YOUR GOAL:
Below are the records; copy each line in them that holds the word "then".

Records from a data source:
↓

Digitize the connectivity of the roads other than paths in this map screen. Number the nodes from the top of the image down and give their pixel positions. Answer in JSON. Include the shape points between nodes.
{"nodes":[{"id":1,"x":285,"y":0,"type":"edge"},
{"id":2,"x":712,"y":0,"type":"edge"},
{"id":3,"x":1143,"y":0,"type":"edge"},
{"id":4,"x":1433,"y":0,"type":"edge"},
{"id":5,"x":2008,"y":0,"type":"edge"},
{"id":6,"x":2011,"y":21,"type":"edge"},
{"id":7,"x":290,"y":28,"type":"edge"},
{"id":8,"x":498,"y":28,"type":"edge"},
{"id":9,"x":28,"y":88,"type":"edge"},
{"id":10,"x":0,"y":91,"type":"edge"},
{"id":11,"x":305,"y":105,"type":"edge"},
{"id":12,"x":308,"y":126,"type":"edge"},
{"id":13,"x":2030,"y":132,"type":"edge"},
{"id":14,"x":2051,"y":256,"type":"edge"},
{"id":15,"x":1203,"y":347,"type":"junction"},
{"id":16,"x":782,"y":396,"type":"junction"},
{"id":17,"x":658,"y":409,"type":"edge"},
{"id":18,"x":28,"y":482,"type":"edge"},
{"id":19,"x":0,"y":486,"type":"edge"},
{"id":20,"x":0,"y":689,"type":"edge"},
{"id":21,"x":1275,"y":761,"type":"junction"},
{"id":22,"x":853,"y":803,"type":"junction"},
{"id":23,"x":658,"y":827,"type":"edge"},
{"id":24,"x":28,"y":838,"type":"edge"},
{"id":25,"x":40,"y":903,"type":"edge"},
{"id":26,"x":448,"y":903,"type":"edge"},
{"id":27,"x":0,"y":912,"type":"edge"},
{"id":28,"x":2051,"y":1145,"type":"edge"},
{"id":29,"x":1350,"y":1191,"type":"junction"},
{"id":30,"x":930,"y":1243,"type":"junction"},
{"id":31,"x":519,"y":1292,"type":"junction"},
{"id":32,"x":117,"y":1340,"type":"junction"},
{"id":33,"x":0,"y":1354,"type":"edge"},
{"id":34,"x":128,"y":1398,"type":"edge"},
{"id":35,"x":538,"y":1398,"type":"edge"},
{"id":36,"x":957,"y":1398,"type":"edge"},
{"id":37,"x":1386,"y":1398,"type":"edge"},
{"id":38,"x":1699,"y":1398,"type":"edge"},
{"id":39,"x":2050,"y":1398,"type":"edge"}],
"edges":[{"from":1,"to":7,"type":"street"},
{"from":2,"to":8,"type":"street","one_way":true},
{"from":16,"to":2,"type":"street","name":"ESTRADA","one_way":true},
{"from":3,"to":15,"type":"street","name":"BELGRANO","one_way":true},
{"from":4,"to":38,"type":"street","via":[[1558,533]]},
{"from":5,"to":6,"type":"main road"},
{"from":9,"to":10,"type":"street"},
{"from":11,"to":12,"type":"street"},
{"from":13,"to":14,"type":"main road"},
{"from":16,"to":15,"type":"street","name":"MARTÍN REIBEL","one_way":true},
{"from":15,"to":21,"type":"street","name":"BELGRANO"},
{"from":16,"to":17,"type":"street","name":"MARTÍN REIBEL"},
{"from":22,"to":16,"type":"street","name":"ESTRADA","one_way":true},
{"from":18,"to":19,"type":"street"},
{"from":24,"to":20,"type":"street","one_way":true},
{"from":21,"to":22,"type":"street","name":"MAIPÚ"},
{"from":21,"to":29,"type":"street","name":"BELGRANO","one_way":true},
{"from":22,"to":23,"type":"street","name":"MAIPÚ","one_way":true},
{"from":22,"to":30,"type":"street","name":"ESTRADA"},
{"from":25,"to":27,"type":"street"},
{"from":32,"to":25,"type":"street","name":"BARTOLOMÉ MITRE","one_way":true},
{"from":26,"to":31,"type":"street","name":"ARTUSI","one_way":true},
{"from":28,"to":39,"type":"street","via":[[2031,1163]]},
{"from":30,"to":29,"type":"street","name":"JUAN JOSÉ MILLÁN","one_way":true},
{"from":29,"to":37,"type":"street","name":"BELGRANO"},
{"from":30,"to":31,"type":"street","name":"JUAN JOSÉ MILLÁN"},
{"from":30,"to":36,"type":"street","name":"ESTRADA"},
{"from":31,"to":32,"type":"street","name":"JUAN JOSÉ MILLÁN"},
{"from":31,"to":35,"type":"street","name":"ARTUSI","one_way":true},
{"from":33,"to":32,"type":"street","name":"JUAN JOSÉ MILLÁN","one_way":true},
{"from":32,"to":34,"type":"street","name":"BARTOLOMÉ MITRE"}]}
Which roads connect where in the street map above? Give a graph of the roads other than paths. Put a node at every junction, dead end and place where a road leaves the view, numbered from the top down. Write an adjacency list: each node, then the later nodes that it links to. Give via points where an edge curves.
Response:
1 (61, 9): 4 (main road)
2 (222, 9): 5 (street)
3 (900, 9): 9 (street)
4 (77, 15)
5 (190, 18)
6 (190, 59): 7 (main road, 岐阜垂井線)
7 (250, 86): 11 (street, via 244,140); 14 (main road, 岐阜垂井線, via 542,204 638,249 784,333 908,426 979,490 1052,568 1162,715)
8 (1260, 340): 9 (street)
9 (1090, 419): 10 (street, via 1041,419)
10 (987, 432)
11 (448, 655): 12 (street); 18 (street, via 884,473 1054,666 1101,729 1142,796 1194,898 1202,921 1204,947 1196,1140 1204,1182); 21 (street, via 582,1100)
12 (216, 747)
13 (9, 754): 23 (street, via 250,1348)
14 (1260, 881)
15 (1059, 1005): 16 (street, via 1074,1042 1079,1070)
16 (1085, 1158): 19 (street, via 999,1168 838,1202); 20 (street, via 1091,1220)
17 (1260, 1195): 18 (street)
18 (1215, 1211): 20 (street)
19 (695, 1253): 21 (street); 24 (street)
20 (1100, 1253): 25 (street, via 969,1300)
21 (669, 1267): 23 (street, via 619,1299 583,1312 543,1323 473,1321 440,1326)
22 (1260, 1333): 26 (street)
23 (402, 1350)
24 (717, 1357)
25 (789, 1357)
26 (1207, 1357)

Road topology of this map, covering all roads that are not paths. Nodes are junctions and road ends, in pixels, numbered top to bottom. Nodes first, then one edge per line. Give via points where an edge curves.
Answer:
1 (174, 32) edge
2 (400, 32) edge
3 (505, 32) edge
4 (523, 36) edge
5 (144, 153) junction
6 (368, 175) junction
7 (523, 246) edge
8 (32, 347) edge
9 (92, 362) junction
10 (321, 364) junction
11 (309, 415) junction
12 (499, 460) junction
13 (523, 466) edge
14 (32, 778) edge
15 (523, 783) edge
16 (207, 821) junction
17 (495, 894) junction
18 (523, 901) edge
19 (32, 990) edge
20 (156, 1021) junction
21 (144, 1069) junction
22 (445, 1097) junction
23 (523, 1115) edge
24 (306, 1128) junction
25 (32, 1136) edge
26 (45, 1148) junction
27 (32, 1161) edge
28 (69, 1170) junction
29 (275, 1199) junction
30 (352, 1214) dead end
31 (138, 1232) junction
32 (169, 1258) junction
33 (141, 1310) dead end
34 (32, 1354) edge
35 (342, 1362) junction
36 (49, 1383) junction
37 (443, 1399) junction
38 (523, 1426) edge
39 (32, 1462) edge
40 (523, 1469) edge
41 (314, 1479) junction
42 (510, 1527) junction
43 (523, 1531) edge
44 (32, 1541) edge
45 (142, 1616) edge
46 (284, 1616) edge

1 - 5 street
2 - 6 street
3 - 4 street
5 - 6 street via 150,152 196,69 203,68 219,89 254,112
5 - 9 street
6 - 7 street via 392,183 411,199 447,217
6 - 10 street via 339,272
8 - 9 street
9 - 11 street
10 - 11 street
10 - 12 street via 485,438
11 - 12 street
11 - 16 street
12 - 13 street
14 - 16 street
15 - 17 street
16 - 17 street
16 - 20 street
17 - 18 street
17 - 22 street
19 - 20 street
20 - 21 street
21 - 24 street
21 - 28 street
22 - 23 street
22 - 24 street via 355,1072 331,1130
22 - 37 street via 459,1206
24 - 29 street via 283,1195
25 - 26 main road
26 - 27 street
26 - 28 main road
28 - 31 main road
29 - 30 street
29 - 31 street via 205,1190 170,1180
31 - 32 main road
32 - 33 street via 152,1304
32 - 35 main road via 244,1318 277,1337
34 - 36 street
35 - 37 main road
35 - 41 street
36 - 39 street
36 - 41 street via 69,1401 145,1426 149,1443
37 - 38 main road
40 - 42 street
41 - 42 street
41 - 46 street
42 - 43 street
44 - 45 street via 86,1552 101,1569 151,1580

↑

THE ANSWER:
Which roads connect where in the street map above? Give a graph of the roads other than paths. Put a node at every junction, dead end and place where a road leaves the view, numbered from the top down. Write an adjacency list: each node, then the later nodes that it links to. Give via points where an edge curves.
Road topology of this map, covering all roads that are not paths. Nodes are junctions and road ends, in pixels, numbered top to bottom. Nodes first, then one edge per line. Give via points where an edge curves.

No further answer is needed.